= Eight-circuit model of consciousness =

Philosophical concept by Timothy Leary

The eight-circuit model of consciousness is a holistic model originally presented as psychological philosophy (abbreviated "psy-phi") by Timothy Leary. The model posits eight circuits, or eight systems or "brains", as referred by other authors, which operate within the human nervous system. Each corresponds to its own imprint and subjective experience of reality.

The theory was introduced by Leary in books including Neurologic (1973) and Exo-Psychology (1977), later expanded on by Robert Anton Wilson in his books Cosmic Trigger (1977) and Prometheus Rising (1983), and by Antero Alli in his books Angel Tech (1985) and The Eight-Circuit Brain (2009), that suggests "eight periods [circuits]" within the model. Leary and Alli include three stages for each circuit, detailing developmental points for each level of consciousness.

The model has been criticized as lacking scientific credibility and had been largely been ignored in academia.

==Background and Development==
In the late 1960s and early 1970s, Leary formulated what became his eight-circuit model of consciousness in collaboration with writer Brian Barritt.
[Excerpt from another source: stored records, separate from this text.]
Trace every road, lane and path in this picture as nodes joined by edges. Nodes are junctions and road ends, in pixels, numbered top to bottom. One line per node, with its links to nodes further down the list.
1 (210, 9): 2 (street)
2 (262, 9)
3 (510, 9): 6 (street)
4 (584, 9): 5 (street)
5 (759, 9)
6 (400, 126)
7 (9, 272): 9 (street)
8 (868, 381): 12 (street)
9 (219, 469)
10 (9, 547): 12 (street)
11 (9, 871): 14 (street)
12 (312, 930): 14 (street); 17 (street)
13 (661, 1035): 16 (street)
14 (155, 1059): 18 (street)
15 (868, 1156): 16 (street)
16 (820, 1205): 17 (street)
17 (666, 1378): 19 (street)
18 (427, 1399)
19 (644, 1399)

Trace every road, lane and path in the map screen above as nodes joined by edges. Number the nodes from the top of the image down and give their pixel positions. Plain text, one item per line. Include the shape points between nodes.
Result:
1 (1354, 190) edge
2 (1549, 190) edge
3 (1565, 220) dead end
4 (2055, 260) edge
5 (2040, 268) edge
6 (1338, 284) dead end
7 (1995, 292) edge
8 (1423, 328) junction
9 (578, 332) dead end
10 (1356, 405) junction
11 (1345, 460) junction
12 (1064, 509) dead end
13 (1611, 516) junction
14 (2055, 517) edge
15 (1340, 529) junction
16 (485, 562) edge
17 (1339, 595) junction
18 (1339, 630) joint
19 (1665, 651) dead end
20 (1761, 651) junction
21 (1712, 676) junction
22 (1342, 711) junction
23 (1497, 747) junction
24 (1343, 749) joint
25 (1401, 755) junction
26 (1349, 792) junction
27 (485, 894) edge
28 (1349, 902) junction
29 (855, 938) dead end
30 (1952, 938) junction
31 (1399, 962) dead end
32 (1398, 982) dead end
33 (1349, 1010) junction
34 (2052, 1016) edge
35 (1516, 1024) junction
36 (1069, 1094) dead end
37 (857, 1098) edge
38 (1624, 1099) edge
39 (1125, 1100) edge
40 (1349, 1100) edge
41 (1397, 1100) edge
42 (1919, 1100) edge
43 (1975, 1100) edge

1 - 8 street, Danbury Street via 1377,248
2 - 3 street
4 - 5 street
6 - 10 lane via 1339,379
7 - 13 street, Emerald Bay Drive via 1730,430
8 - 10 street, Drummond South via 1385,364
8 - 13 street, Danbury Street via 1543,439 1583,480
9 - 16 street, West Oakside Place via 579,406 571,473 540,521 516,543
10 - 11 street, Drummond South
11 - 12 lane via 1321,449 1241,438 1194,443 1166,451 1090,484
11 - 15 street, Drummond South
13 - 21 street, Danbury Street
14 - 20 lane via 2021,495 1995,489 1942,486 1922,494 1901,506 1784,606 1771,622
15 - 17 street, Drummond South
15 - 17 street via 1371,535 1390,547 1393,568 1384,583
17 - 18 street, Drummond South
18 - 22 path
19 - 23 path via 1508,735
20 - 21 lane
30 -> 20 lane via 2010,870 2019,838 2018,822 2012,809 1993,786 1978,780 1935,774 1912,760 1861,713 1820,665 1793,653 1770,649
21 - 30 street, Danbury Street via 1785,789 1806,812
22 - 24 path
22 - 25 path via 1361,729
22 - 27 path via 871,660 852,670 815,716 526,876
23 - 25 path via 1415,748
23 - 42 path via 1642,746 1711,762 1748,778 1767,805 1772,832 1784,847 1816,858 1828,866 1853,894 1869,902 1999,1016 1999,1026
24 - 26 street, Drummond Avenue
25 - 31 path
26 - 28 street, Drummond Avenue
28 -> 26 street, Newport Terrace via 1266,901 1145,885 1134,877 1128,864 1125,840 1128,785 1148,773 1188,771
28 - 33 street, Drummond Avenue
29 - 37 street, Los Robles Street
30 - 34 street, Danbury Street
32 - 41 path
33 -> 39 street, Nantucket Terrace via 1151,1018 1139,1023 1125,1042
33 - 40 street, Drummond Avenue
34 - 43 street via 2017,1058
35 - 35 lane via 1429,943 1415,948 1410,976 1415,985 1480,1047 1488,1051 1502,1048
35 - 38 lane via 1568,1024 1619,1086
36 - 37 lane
The essay "The Seven Tongues of God" claimed that human brains have seven circuits producing seven levels of consciousness. This later became seven circuits in Leary's 1973 monograph Neurologic, which he wrote while he was in prison. The eight-circuit idea was not exhaustively formulated until the publication of Exo-Psychology by Leary and Robert Anton Wilson's Cosmic Trigger in 1977. Wilson contributed to the model after befriending Leary in the early 1970s, and used it as a framework for further exposition in his book Prometheus Rising, among other works.

Recent publications include 2025's 8-Circuit Ascension: A Guide to Metaprogramming the Multidimensional Self written by Drs. Douglas S. Wingate and Rachel Turetzky, which updates the model with current research in neuroscience and psychedelic research. Additionally, Wingate and Turetzky co-authored an accompanying workbook, 8-Circuit Ascension Workbook: Tools to Change Your Brain & Increase Intelligence (2026). Exploring the Eight-Circuit Model of Consciousness: A Pathway to Enhanced Mind-Body Health is the first peer-reviewed academic journal article written on the eight-circuit model of consciousness, co-authored by Kasian, Turetzky, and Wingate (2025)..

==Overview==
Of the eight circuits in this model of consciousness, the first four circuits concern themselves with life on Earth, and the survival of the human species. The last four circuits are post-terrestrial, and concern themselves with the evolution of the human species as represented by so-called altered states of consciousness, enlightenment, mystical experiences, psychedelic states of mind, and psychic abilities. The proposal suggests that these altered states of consciousness are recently realized, but not widely utilized. Leary described the first four as "larval circuits", necessary for surviving and functioning in a terrestrial human society, and proposed that the post terrestrial circuits will be useful for future humans who, through a predetermined script, continue to act on their urge to migrate to outer space and live extra-terrestrially. Leary, Wilson, and Alli have written about the idea in depth, and have explored and attempted to define how each circuit operates, both in the lives of individual people and in societies and civilizations.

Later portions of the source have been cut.